Just not in the way he would have liked.
For the record, and for those of you envisioning the antics that border on hysteria expected by yours truly, it is my pleasure to report that I remained reasonably calm while MY BABY FELL TO THE DIRT WRITHING IN PAIN after being hit in the back by a baseball. I think it may have had something to do with the fact that I was too busy trying to catch the eye of the mama of the delinquent pitcher who pelted my child , for the sole purpose of letting her know that I thought it perfectly appropriate for her to spank her child after the game.
Not really. I decided to spank him myself.
Oh, I am just kidding. I don’t condone violence of any sort. Our family just rolled his yard later that night.
Later that day, Mary Mac and I walked into our breakfast room and discovered this:
Yep. That’s a bird. Our interactions are never pleasant. In between each of the photos taken, the bird would swoop directly towards my face before finding safety in my window treatments.

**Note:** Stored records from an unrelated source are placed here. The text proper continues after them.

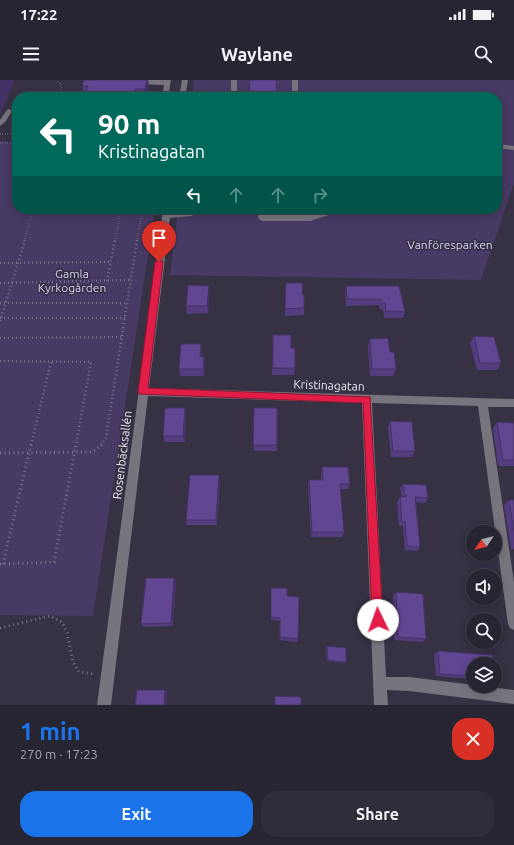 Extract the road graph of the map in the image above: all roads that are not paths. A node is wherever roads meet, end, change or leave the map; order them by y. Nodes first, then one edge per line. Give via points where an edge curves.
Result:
1 (185, 80) edge
2 (234, 80) edge
3 (295, 80) edge
4 (130, 82) edge
5 (168, 82) edge
6 (166, 92) edge
7 (183, 92) edge
8 (234, 92) edge
9 (295, 92) edge
10 (9, 111) dead end
11 (0, 124) edge
12 (502, 147) edge
13 (514, 148) edge
14 (166, 214) edge
15 (263, 214) edge
16 (322, 214) edge
17 (143, 392) junction
18 (367, 400) junction
19 (482, 402) junction
20 (514, 403) edge
21 (514, 624) edge
22 (381, 683) junction
23 (514, 697) edge
24 (104, 705) edge
25 (381, 705) edge

1 - 7 street
2 - 8 street
3 - 9 street
4 - 5 street
5 - 6 street
10 - 11 street
12 - 13 street
14 - 17 street, Rosenbäcksallén
15 - 16 street via 262,218 310,218
17 - 18 street, Kristinagatan
17 - 24 street, Rosenbäcksallén
18 - 19 street, Kristinagatan
18 - 22 street
19 - 20 street, Kristinagatan
19 - 21 street
22 - 23 street
22 - 25 street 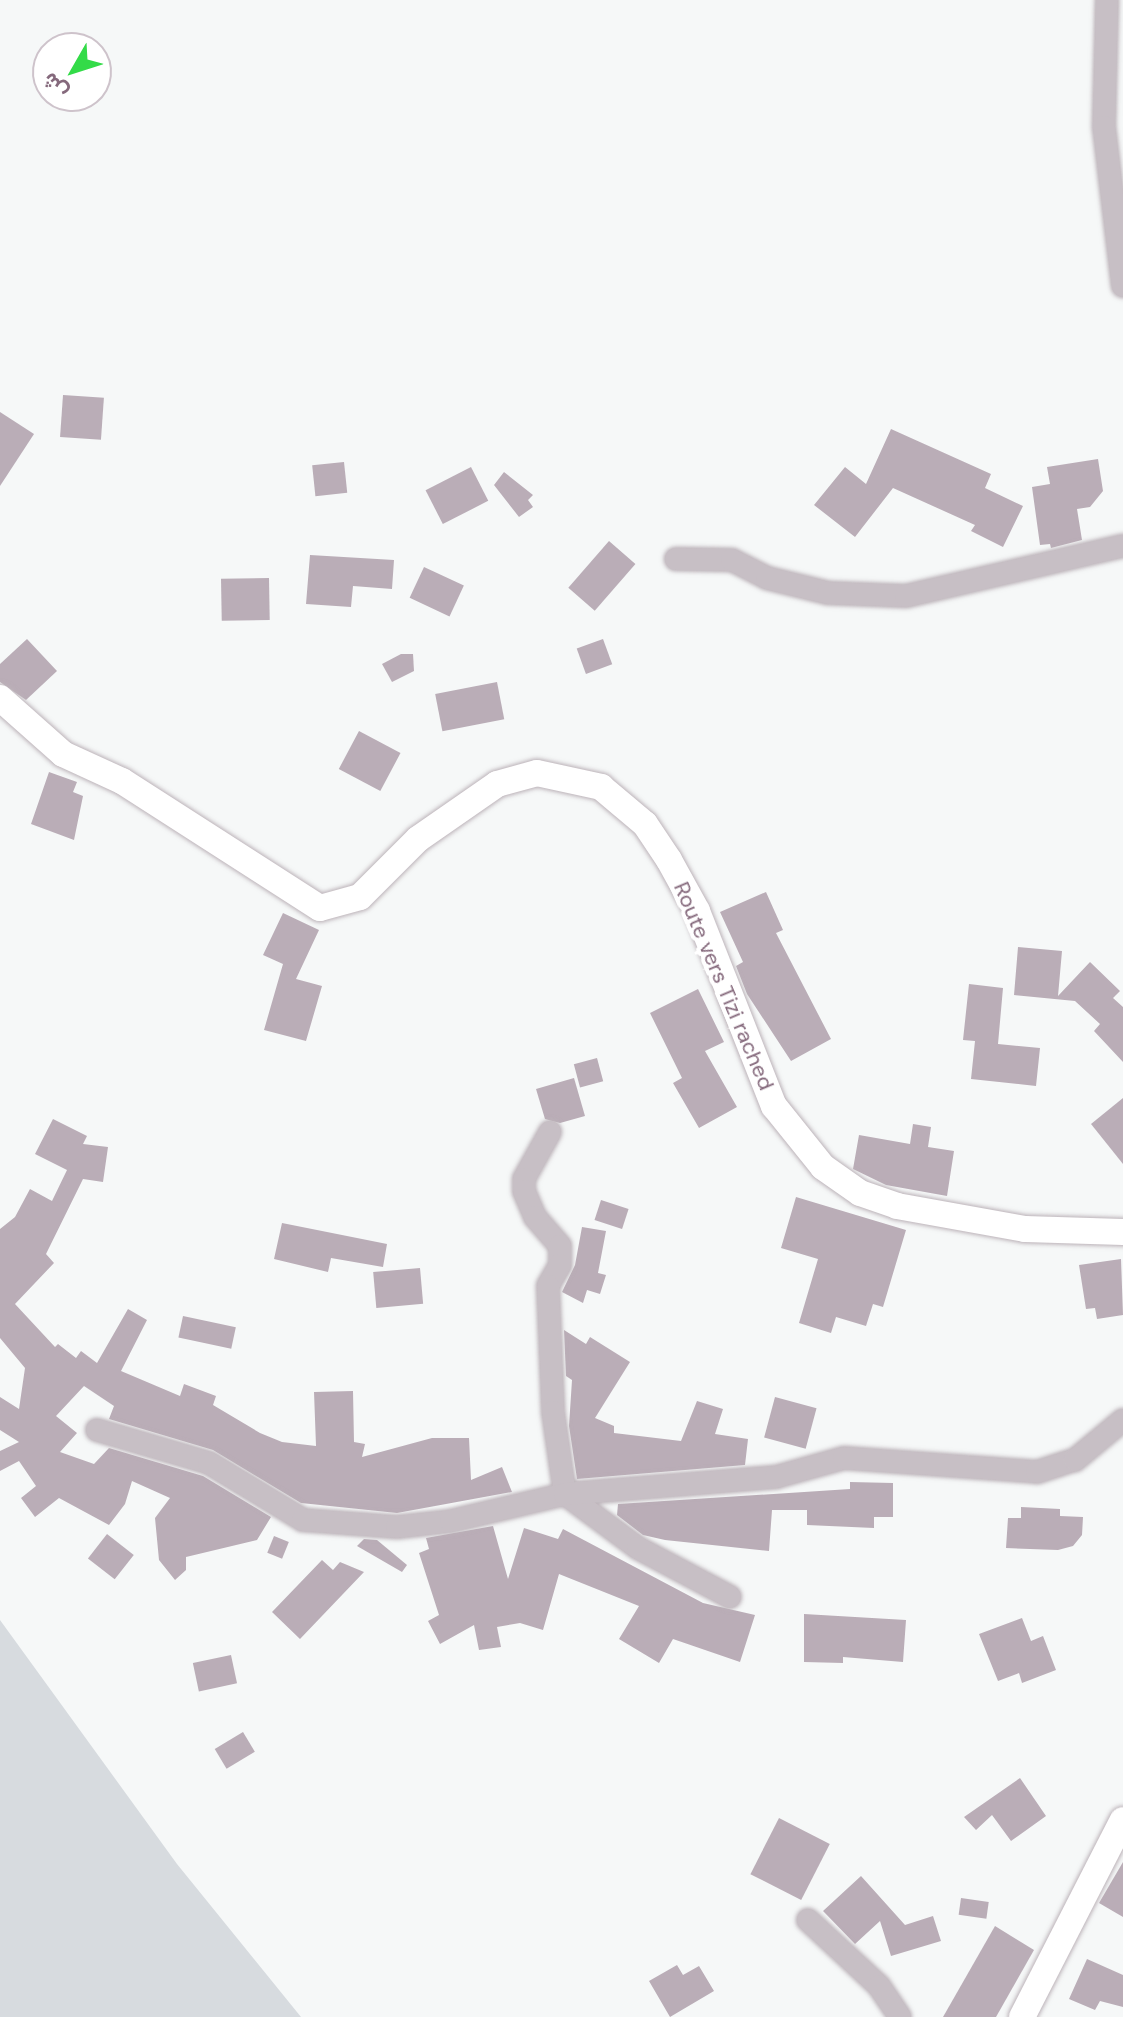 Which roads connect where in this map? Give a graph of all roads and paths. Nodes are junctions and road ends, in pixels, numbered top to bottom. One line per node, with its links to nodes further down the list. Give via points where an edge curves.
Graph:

I squealed, Mary Mac squealed, the bird squealed, as each time the flash of my camera captured the flight of our unwanted visitor.
Finally, and out of increasing frustration of the photo documentation occurring, Mary Mac said, “Mommy, don’t you think it would be better to shoo him out with a broom instead of your camera?”
Such a wise, capable, five year old. Any day now, she’ll be baking her own bread.